*** Begin section ***
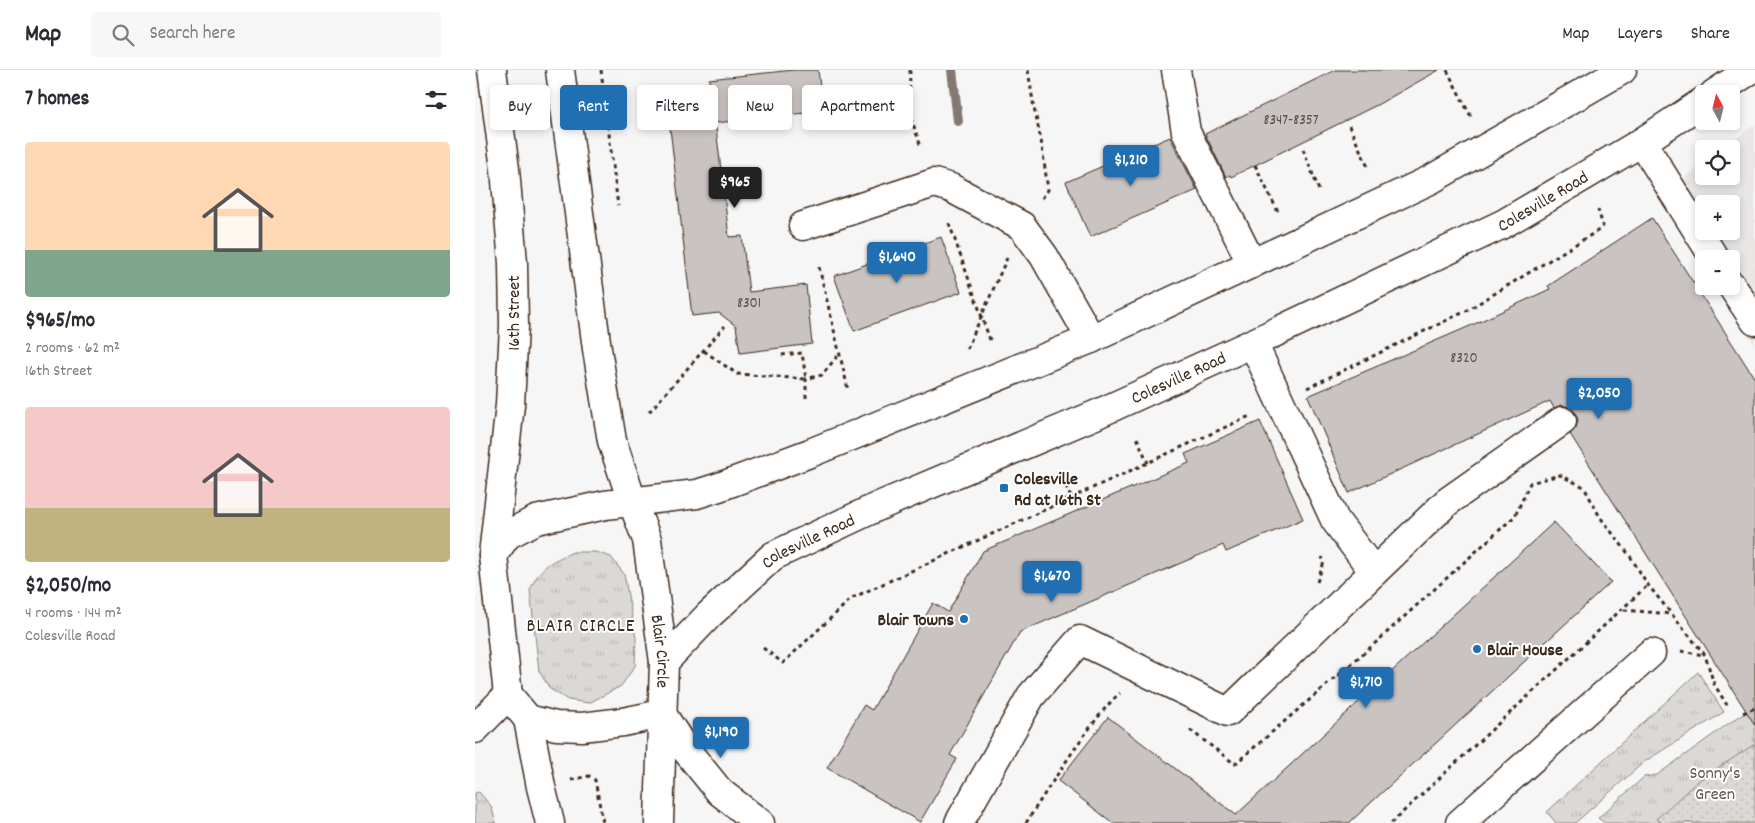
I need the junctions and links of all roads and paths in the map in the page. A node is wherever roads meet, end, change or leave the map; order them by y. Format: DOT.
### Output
graph roads {
  1 [pos="493,70"];
  2 [pos="560,70"];
  3 [pos="601,70"];
  4 [pos="910,70"];
  5 [pos="1028,70"];
  6 [pos="1176,70"];
  7 [pos="1447,70"];
  8 [pos="1749,70"];
  9 [pos="1611,73"];
  10 [pos="1727,85"];
  11 [pos="1695,107"];
  12 [pos="1471,117"];
  13 [pos="1349,126"];
  14 [pos="1642,142"];
  15 [pos="921,147"];
  16 [pos="1303,149"];
  17 [pos="1255,165"];
  18 [pos="1369,169"];
  19 [pos="1047,190"];
  20 [pos="1320,193"];
  21 [pos="618,206"];
  22 [pos="1599,210"];
  23 [pos="1278,212"];
  24 [pos="947,217"];
  25 [pos="803,226"];
  26 [pos="1022,226"];
  27 [pos="1709,250"];
  28 [pos="1252,264"];
  29 [pos="819,267"];
  30 [pos="1738,295"];
  31 [pos="981,316"];
  32 [pos="1755,321"];
  33 [pos="725,326"];
  34 [pos="1091,339"];
  35 [pos="989,340"];
  36 [pos="1253,343"];
  37 [pos="967,349"];
  38 [pos="704,351"];
  39 [pos="839,354"];
  40 [pos="781,355"];
  41 [pos="806,379"];
  42 [pos="848,389"];
  43 [pos="1299,392"];
  44 [pos="806,398"];
  45 [pos="649,412"];
  46 [pos="1255,414"];
  47 [pos="1562,421"];
  48 [pos="1137,438"];
  49 [pos="1148,462"];
  50 [pos="1060,471"];
  51 [pos="1071,498"];
  52 [pos="632,501"];
  53 [pos="493,555"];
  54 [pos="1374,572"];
  55 [pos="1648,585"];
  56 [pos="1623,610"];
  57 [pos="1673,614"];
  58 [pos="763,648"];
  59 [pos="1662,651"];
  60 [pos="1705,655"];
  61 [pos="664,662"];
  62 [pos="1124,690"];
  63 [pos="508,695"];
  64 [pos="1727,705"];
  65 [pos="1755,708"];
  66 [pos="1743,713"];
  67 [pos="662,714"];
  68 [pos="528,719"];
  69 [pos="1182,724"];
  70 [pos="475,729"];
  71 [pos="563,782"];
  72 [pos="550,823"];
  73 [pos="603,823"];
  74 [pos="659,823"];
  75 [pos="760,823"];
  76 [pos="959,823"];
  77 [pos="1026,823"];
  78 [pos="1391,823"];
  79 [pos="1460,823"];
  1 -- 53 [label="main road, 16th Street"];
  2 -- 52 [label="main road"];
  3 -- 21 [label="path"];
  4 -- 15 [label="path"];
  5 -- 19 [label="path"];
  6 -- 28 [label="main road"];
  7 -- 12 [label="path"];
  8 -- 10 [label="main road"];
  9 -- 28 [label="main road"];
  11 -- 14 [label="main road, Colesville Road"];
  13 -- 18 [label="path"];
  14 -- 27 [label="main road"];
  14 -- 36 [label="main road, Colesville Road"];
  16 -- 20 [label="path"];
  17 -- 23 [label="path"];
  22 -- 43 [label="path"];
  24 -- 31 [label="path"];
  25 -- 26 [label="main road"];
  26 -- 31 [label="path"];
  26 -- 34 [label="main road"];
  28 -- 34 [label="main road"];
  29 -- 39 [label="path"];
  30 -- 32 [label="main road"];
  31 -- 35 [label="path"];
  31 -- 37 [label="path"];
  33 -- 38 [label="path"];
  34 -- 52 [label="main road"];
  36 -- 54 [label="main road"];
  36 -- 61 [label="main road, Colesville Road"];
  38 -- 41 [label="path"];
  38 -- 45 [label="path"];
  39 -- 41 [label="path"];
  39 -- 42 [label="path"];
  40 -- 41 [label="path"];
  41 -- 44 [label="path"];
  46 -- 49 [label="path"];
  47 -- 54 [label="main road"];
  48 -- 49 [label="path"];
  49 -- 51 [label="path"];
  50 -- 51 [label="path"];
  51 -- 58 [label="path"];
  52 -- 53 [label="main road"];
  52 -- 61 [label="main road, Blair Circle"];
  53 -- 63 [label="main road"];
  54 -- 76 [label="main road"];
  55 -- 56 [label="path"];
  55 -- 57 [label="path"];
  55 -- 69 [label="path"];
  56 -- 57 [label="path"];
  56 -- 78 [label="path"];
  57 -- 60 [label="path"];
  59 -- 60 [label="path"];
  59 -- 79 [label="main road"];
  60 -- 64 [label="path"];
  61 -- 67 [label="main road, Blair Circle"];
  62 -- 77 [label="path"];
  63 -- 68 [label="main road"];
  63 -- 70 [label="main road"];
  65 -- 66 [label="path"];
  67 -- 68 [label="main road, Blair Circle"];
  67 -- 74 [label="main road"];
  67 -- 75 [label="main road"];
  68 -- 72 [label="main road"];
  71 -- 73 [label="path"];
}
*** End section ***
Required action:
Please transcribe each line above exactly, but leave the images out.

Answer to this exercise:
I need the junctions and links of all roads and paths in the map in the page. A node is wherever roads meet, end, change or leave the map; order them by y. Format: DOT.
### Output
graph roads {
  1 [pos="493,70"];
  2 [pos="560,70"];
  3 [pos="601,70"];
  4 [pos="910,70"];
  5 [pos="1028,70"];
  6 [pos="1176,70"];
  7 [pos="1447,70"];
  8 [pos="1749,70"];
  9 [pos="1611,73"];
  10 [pos="1727,85"];
  11 [pos="1695,107"];
  12 [pos="1471,117"];
  13 [pos="1349,126"];
  14 [pos="1642,142"];
  15 [pos="921,147"];
  16 [pos="1303,149"];
  17 [pos="1255,165"];
  18 [pos="1369,169"];
  19 [pos="1047,190"];
  20 [pos="1320,193"];
  21 [pos="618,206"];
  22 [pos="1599,210"];
  23 [pos="1278,212"];
  24 [pos="947,217"];
  25 [pos="803,226"];
  26 [pos="1022,226"];
  27 [pos="1709,250"];
  28 [pos="1252,264"];
  29 [pos="819,267"];
  30 [pos="1738,295"];
  31 [pos="981,316"];
  32 [pos="1755,321"];
  33 [pos="725,326"];
  34 [pos="1091,339"];
  35 [pos="989,340"];
  36 [pos="1253,343"];
  37 [pos="967,349"];
  38 [pos="704,351"];
  39 [pos="839,354"];
  40 [pos="781,355"];
  41 [pos="806,379"];
  42 [pos="848,389"];
  43 [pos="1299,392"];
  44 [pos="806,398"];
  45 [pos="649,412"];
  46 [pos="1255,414"];
  47 [pos="1562,421"];
  48 [pos="1137,438"];
  49 [pos="1148,462"];
  50 [pos="1060,471"];
  51 [pos="1071,498"];
  52 [pos="632,501"];
  53 [pos="493,555"];
  54 [pos="1374,572"];
  55 [pos="1648,585"];
  56 [pos="1623,610"];
  57 [pos="1673,614"];
  58 [pos="763,648"];
  59 [pos="1662,651"];
  60 [pos="1705,655"];
  61 [pos="664,662"];
  62 [pos="1124,690"];
  63 [pos="508,695"];
  64 [pos="1727,705"];
  65 [pos="1755,708"];
  66 [pos="1743,713"];
  67 [pos="662,714"];
  68 [pos="528,719"];
  69 [pos="1182,724"];
  70 [pos="475,729"];
  71 [pos="563,782"];
  72 [pos="550,823"];
  73 [pos="603,823"];
  74 [pos="659,823"];
  75 [pos="760,823"];
  76 [pos="959,823"];
  77 [pos="1026,823"];
  78 [pos="1391,823"];
  79 [pos="1460,823"];
  1 -- 53 [label="main road, 16th Street"];
  2 -- 52 [label="main road"];
  3 -- 21 [label="path"];
  4 -- 15 [label="path"];
  5 -- 19 [label="path"];
  6 -- 28 [label="main road"];
  7 -- 12 [label="path"];
  8 -- 10 [label="main road"];
  9 -- 28 [label="main road"];
  11 -- 14 [label="main road, Colesville Road"];
  13 -- 18 [label="path"];
  14 -- 27 [label="main road"];
  14 -- 36 [label="main road, Colesville Road"];
  16 -- 20 [label="path"];
  17 -- 23 [label="path"];
  22 -- 43 [label="path"];
  24 -- 31 [label="path"];
  25 -- 26 [label="main road"];
  26 -- 31 [label="path"];
  26 -- 34 [label="main road"];
  28 -- 34 [label="main road"];
  29 -- 39 [label="path"];
  30 -- 32 [label="main road"];
  31 -- 35 [label="path"];
  31 -- 37 [label="path"];
  33 -- 38 [label="path"];
  34 -- 52 [label="main road"];
  36 -- 54 [label="main road"];
  36 -- 61 [label="main road, Colesville Road"];
  38 -- 41 [label="path"];
  38 -- 45 [label="path"];
  39 -- 41 [label="path"];
  39 -- 42 [label="path"];
  40 -- 41 [label="path"];
  41 -- 44 [label="path"];
  46 -- 49 [label="path"];
  47 -- 54 [label="main road"];
  48 -- 49 [label="path"];
  49 -- 51 [label="path"];
  50 -- 51 [label="path"];
  51 -- 58 [label="path"];
  52 -- 53 [label="main road"];
  52 -- 61 [label="main road, Blair Circle"];
  53 -- 63 [label="main road"];
  54 -- 76 [label="main road"];
  55 -- 56 [label="path"];
  55 -- 57 [label="path"];
  55 -- 69 [label="path"];
  56 -- 57 [label="path"];
  56 -- 78 [label="path"];
  57 -- 60 [label="path"];
  59 -- 60 [label="path"];
  59 -- 79 [label="main road"];
  60 -- 64 [label="path"];
  61 -- 67 [label="main road, Blair Circle"];
  62 -- 77 [label="path"];
  63 -- 68 [label="main road"];
  63 -- 70 [label="main road"];
  65 -- 66 [label="path"];
  67 -- 68 [label="main road, Blair Circle"];
  67 -- 74 [label="main road"];
  67 -- 75 [label="main road"];
  68 -- 72 [label="main road"];
  71 -- 73 [label="path"];
}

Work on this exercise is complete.